Let me begin by saying that writing a novel is a terrific achievement. I know, having written one ~ and only one. My hat is off to anyone who can complete a novel.

WhatYouSee

That said, here is my honest opinion of What You See by Ann Mullen, a murder-mystery romance that takes place in the Blue Ridge Mountains of Virginia.

Characters: Jesse Watson, a 31-year-old woman suffering a low-level identity crisis, narrates this quirky tale of finding one’s self by trying to find someone else who has literally gone missing.

Ann does a nice job with her characters. We get all three dimensions — what they say, what they do and what they look like. Here’s Jesse:

Thirty-one… no life… no man… no babies… no career… a liar… a dumpy duplex apartment… a piece-of-junk car… and breasts the size of plums. The worst part was, I couldn’t even get drunk. I take Zoloft, the wonder drug of the year 2000. I don’t want to go there right now. That’s another one of those tales I don’t want to relive just yet.

I have to think positive. Isn’t that what the therapists tell their patients? I wandered into the bedroom and looked into the mirror. “Well, on the bright side,” I said to no one in particular, “I’m not bad looking. Okay, I might have one or two crow’s feet, but who doesn’t at thirty-one? I have good skin, my blue eyes sparkle, and on a good day, I only weigh 115 pounds, which is perfect for my 5’5’’ height. I have long, straight, bottled red hair. I don’t have a big nose or funky teeth. I have a great personality sometimes. What more could a man want?

Ann wastes no time plunging her mildly depressed, though somewhat snarky heroine into a mountain adventure with other well-drawn characters including her new boss, a Native-American private-eye named Billy Blackhawk (who nearly steals the show from protagonist Jesse), and handsome cop love-interest Cole James.

Also helping to frame the story are Jesse’s supportive parents, dysfunctional brother and sister, an adopted German Shepherd, and some unpleasant heavies and crazies.
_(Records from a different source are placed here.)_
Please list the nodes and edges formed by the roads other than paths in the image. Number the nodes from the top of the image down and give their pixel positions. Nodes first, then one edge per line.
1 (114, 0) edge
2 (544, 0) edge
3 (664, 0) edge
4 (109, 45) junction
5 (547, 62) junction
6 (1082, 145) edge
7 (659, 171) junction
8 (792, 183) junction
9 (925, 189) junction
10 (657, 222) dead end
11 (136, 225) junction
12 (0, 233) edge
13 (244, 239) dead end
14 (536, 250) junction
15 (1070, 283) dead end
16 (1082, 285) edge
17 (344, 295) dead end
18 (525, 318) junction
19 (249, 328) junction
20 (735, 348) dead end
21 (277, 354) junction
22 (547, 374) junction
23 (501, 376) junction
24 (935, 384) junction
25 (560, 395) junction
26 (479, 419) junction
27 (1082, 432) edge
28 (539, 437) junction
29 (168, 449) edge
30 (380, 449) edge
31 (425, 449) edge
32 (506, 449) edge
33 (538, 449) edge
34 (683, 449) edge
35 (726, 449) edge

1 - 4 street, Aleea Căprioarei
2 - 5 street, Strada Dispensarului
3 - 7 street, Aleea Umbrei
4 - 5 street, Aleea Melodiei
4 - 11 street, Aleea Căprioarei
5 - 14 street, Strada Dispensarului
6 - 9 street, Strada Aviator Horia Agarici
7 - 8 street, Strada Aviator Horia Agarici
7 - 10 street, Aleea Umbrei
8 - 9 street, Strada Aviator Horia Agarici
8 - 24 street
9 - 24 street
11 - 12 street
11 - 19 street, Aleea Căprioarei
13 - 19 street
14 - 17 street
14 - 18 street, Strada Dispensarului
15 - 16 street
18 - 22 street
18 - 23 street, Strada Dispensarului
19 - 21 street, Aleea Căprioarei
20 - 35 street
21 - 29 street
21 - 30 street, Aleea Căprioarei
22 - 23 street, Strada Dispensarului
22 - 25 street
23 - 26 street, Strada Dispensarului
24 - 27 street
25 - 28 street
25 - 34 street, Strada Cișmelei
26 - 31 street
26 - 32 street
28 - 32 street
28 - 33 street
Plot: Fed up with a do-nothing life in Newport News, Va., Jesse takes her roommate’s abandoned dog and moves in with her parents in the real-life town of Stanardsville (pop. 476 in 2000 when What You See was written), not too far from Charlottesville.

Jesse gets a job as assistant to local Private Detective Billy Blackhawk. In helping Billy get to the bottom of things, with all the associated legal problems and physical dangers, Jesse realizes she may have found her calling — if she can stay alive and out of jail to pursue it.
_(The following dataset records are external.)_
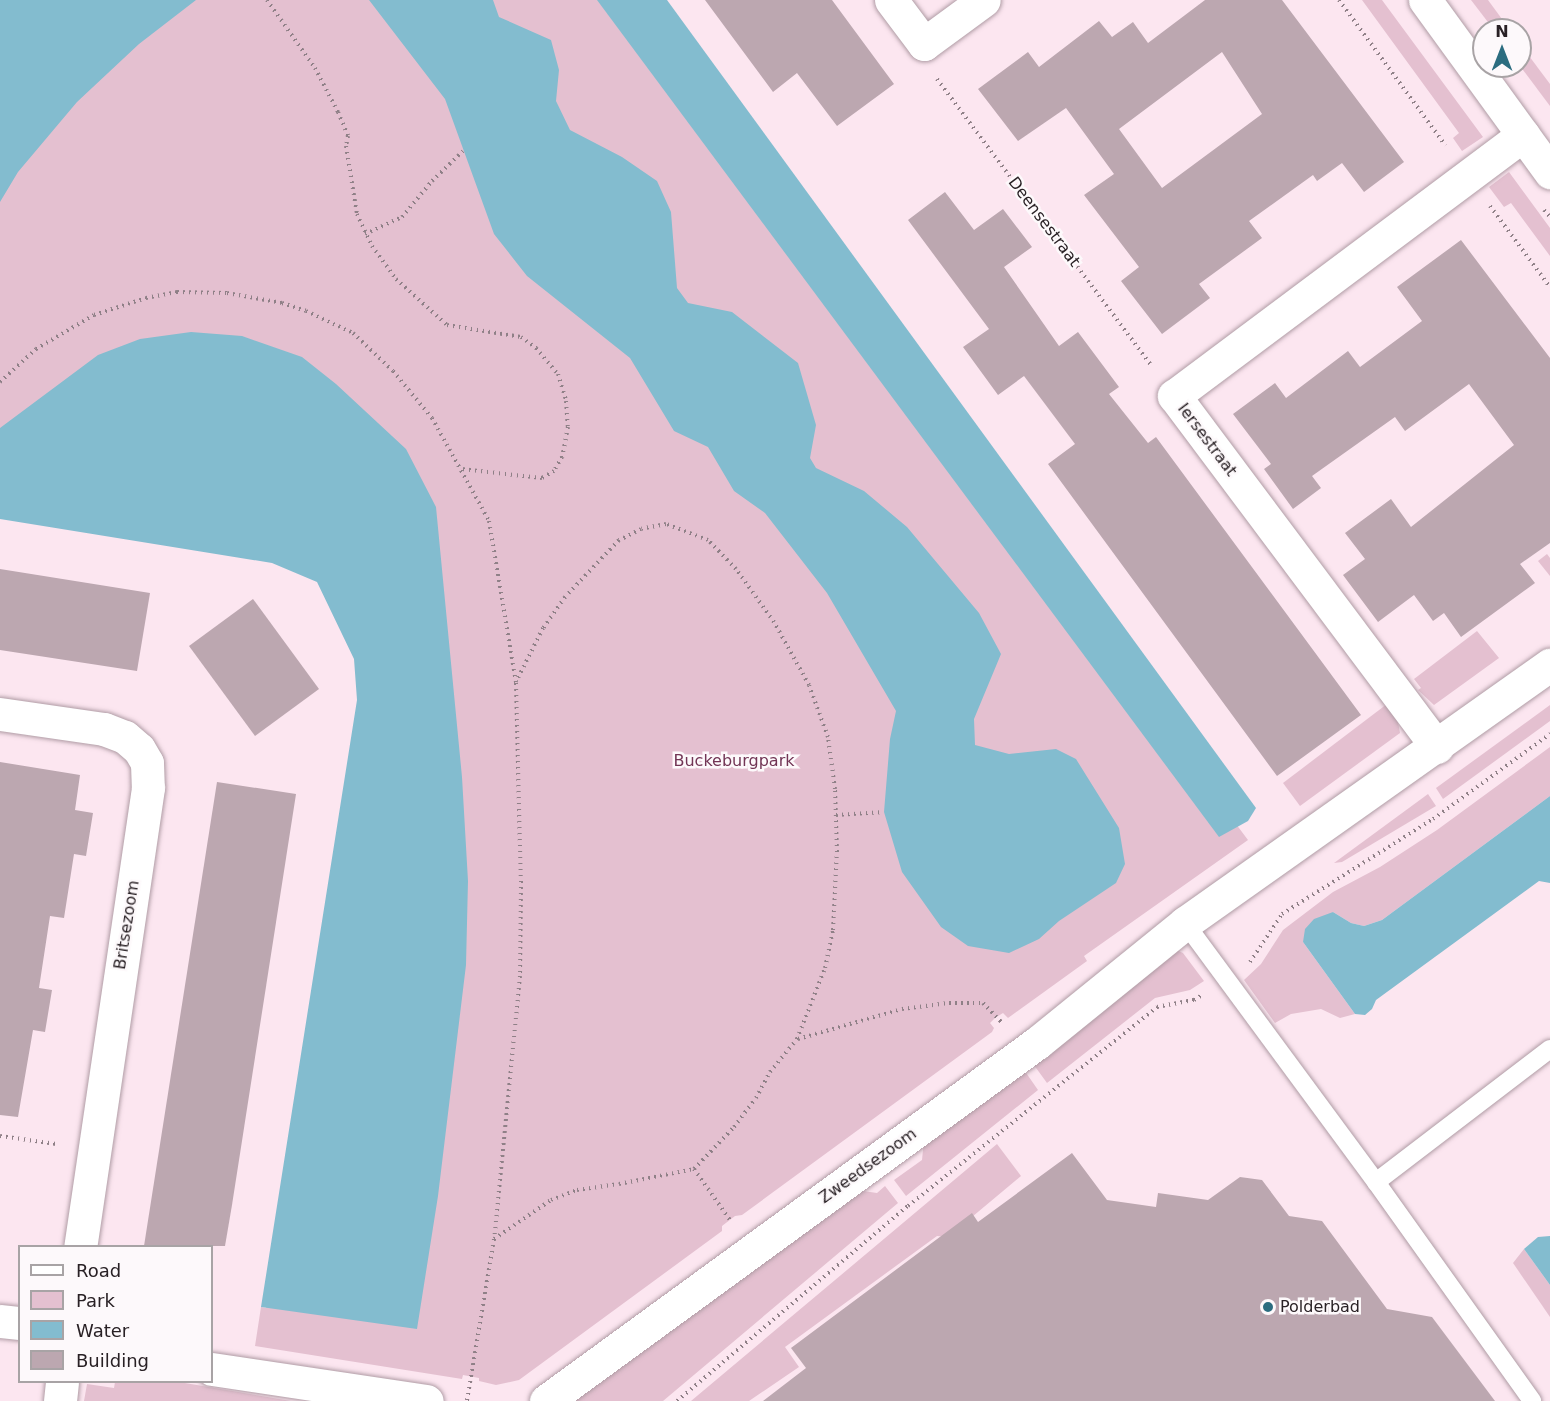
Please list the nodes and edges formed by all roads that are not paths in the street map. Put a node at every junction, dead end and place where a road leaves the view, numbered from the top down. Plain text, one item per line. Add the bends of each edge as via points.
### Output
1 (891, 0) edge
2 (984, 0) edge
3 (1425, 0) edge
4 (1523, 135) junction
5 (1550, 172) edge
6 (1550, 665) edge
7 (0, 714) edge
8 (1437, 747) junction
9 (1185, 923) junction
10 (1550, 1049) edge
11 (1376, 1182) junction
12 (80, 1245) edge
13 (0, 1321) edge
14 (18, 1323) edge
15 (213, 1369) edge
16 (62, 1383) edge
17 (60, 1401) edge
18 (427, 1401) edge
19 (546, 1401) edge
20 (1532, 1401) edge

1 - 2 street via 924,44
3 - 4 street
4 - 5 street
4 - 8 street, Iersestraat via 1174,396
6 - 8 street
7 - 12 street, Britsezoom via 104,729 125,737 139,749 147,764 148,788
8 - 9 street
9 - 11 lane
9 - 19 street, Zweedsezoom via 1036,1043
10 - 11 lane
11 - 20 lane
13 - 14 street
15 - 18 street
16 - 17 street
Setting: Blue Ridge Mountains. Here I must make a conflict of interest disclaimer. In my college years and beyond, I hiked this area extensively on the Appalachian Trail along Skyline Drive to the north and the Blue Ridge Parkway to the south. I hiked it, photographed it and camped it in all seasons and all weathers, with friends and solo.

So unless Ann had written an illustrated travel guide, there’s likely no way she could have rendered this setting close enough to my own perspective to make me shut up about it.

That said, Ann does a decent job rendering individual settings, like here, when Jesse visits policeman Cole’s home for a first date.

Cole’s house was a two-story, A-frame. It had a porch that appeared to go all the way around the house, and come out in the front, with a wide set of steps down the middle. To the right and left of the house were clusters of trees that blended in with the rest of the woods behind it. Mountain peaks lined the horizon. His small parking area in the front was graveled, and the only automobile parked there was his Jeep.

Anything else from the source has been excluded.